Las flechas, una vez lanzadas, descendieron del cielo como artillería. La ardiente explosión que provocaron al entrar en contacto con el suelo destruyó al instante innumerables fantasmas.
¡Bum! ¡Bum! Bum...
Tras las estruendosas explosiones, muchos fantasmas perecieron. Jaime soltó una carcajada.
—¡Qué bien sienta! Este Arco Divino es increíble.
Sin que él lo supiera, el entorno empezó a cambiar después de que disparara esas flechas.
El cielo, que al principio era gris, se volvió más oscuro e intimidante, como si estuviera a punto de llegar una tormenta.
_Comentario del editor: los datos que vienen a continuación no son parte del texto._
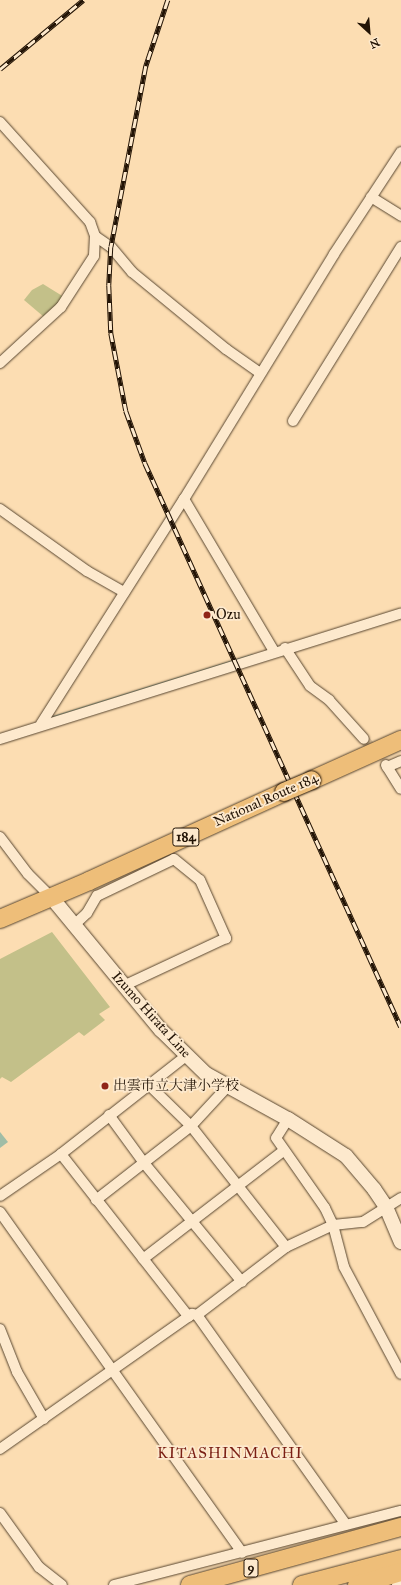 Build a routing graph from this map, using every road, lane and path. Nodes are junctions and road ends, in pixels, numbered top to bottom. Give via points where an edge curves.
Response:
1 (0, 122) edge
2 (401, 152) edge
3 (372, 197) junction
4 (401, 216) edge
5 (95, 236) junction
6 (401, 247) edge
7 (0, 362) edge
8 (260, 373) junction
9 (293, 421) dead end
10 (184, 499) junction
11 (0, 509) edge
12 (124, 592) junction
13 (401, 613) edge
14 (285, 648) junction
15 (274, 651) junction
16 (41, 724) junction
17 (0, 739) edge
18 (364, 739) tunnel mouth
19 (401, 740) edge
20 (401, 761) edge
21 (401, 789) edge
22 (0, 837) edge
23 (52, 898) junction
24 (0, 919) edge
25 (73, 926) junction
26 (124, 985) junction
27 (186, 1056) junction
28 (149, 1085) junction
29 (227, 1087) junction
30 (109, 1115) junction
31 (288, 1119) junction
32 (191, 1126) junction
33 (283, 1151) junction
34 (61, 1154) junction
35 (144, 1163) junction
36 (239, 1187) junction
37 (0, 1196) edge
38 (401, 1198) edge
39 (96, 1200) junction
40 (386, 1207) junction
41 (0, 1212) edge
42 (193, 1222) junction
43 (333, 1225) junction
44 (401, 1242) edge
45 (286, 1247) junction
46 (144, 1259) junction
47 (242, 1282) junction
48 (193, 1316) junction
49 (0, 1330) edge
50 (113, 1371) junction
51 (401, 1374) edge
52 (44, 1419) junction
53 (0, 1449) edge
54 (401, 1511) edge
55 (0, 1513) edge
56 (346, 1525) junction
57 (401, 1527) edge
58 (242, 1553) junction
59 (401, 1559) edge
60 (401, 1572) edge
61 (401, 1584) edge
62 (62, 1585) edge
63 (114, 1585) edge
64 (190, 1585) edge
65 (302, 1585) edge
66 (357, 1585) edge
67 (397, 1585) edge

1 - 5 street via 90,222
2 - 3 street
3 - 4 street
3 - 8 street
5 - 7 street via 94,256 61,307
5 - 8 street via 111,247 132,272 226,349
6 - 9 street
8 - 10 street
10 - 12 street
10 - 15 street
11 - 12 street via 87,570
12 - 16 street
13 - 14 street
14 - 15 street
14 - 18 street via 310,686 329,700
15 - 16 street via 242,664
16 - 17 street
19 - 23 highway, National Route 184 / 184, bridge
20 - 21 street via 387,766
22 - 23 street via 28,874
23 - 24 highway, National Route 184 / 184
23 - 25 main road, Izumo Hirata Line
25 - 26 main road, Izumo Hirata Line
25 - 26 street via 88,913 97,896 174,859 200,880 226,938
26 - 27 main road, Izumo Hirata Line
27 - 28 street
27 - 29 main road, Izumo Hirata Line via 206,1074
28 - 30 street
28 - 32 street
29 - 31 main road, Izumo Hirata Line
29 - 32 street
30 - 34 street
30 - 35 street
31 - 33 street via 276,1138
31 - 40 main road, Izumo Hirata Line via 346,1156 362,1172
32 - 35 street
32 - 36 street
33 - 36 street
33 - 43 street via 325,1208
34 - 37 street
34 - 39 street
35 - 39 street
35 - 42 street
36 - 42 street
36 - 45 street
38 - 40 street
39 - 46 street
40 - 43 street via 363,1222
40 - 44 main road, Izumo Hirata Line
41 - 50 street
42 - 46 street
42 - 47 street
43 - 45 street
43 - 51 street via 344,1267
45 - 47 street
46 - 48 street
47 - 48 street
48 - 50 street
48 - 56 street
49 - 52 street via 17,1372
50 - 52 street
50 - 58 street
52 - 53 street
54 - 56 street
55 - 62 street via 39,1567
56 - 58 street
57 - 64 highway, 9
58 - 63 street
59 - 65 highway
60 - 66 highway
61 - 67 street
Cuando el cielo se oscureció por completo, los fantasmas dejaron de huir y se arrodillaron en el suelo. Sólo entonces Jaime se dio cuenta de que algo raro estaba ocurriendo.
—¿Qué está pasando?
Observó a su alrededor, confundido por lo que estaba ocurriendo. De repente, un rayo de luz se dirigió hacia él desde el horizonte.
Al verlo, levantó de inmediato el Arco Divino y se preparó para defenderse.
El rayo de luz se detuvo justo delante de Jaime. Entonces, apareció una figura humanoide. Jaime estaba exultante, pensando que por fin podría preguntarle a esa persona qué clase de lugar era aquel.
Sin embargo, en cuanto reconoció de quién se trataba, se quedó atónito. El recién llegado tuvo una reacción similar.
—¿Por qué tú? —pronunciaron ambos al unísono.
La figura ante Jaime no era otra que Hadad, a quien Jaime había rescatado.
Asombrado, Hadad preguntó:
—Pero no puedo irme. El agujero negro por el que vine ha desaparecido —dijo Jaime.
—¿No conseguiste aquí una flecha cristalina? —preguntó Hadad.
—¡Oh, sí! ¡Tienes razón! —Sin demora, Jaime sacó aquella flecha cristalina de su Anillo de Almacenamiento.
—Si disparas esta flecha con el Arco Divino al cielo, se abrirá un portal. Podrás regresar si lo atraviesas —explicó Hadad.
—Quiero saber qué clase de lugar es éste. Ya que estoy aquí, ¿no puedes mostrarme tu hospitalidad y enseñarme este reino? ¿Por qué estás tan ansioso por enviarme de vuelta a casa? ¿Qué está pasando aquí realmente? —Jaime estaba confundido.
«¿Por qué me insta con desesperación a regresar?».
Furioso, Hadad le gritó a Jaime:
—En serio, no tengo tiempo para explicártelo todo. ¡Date prisa y usa el Arco Divino para disparar esa flecha y abrir el portal! De lo contrario, ¡será demasiado tarde!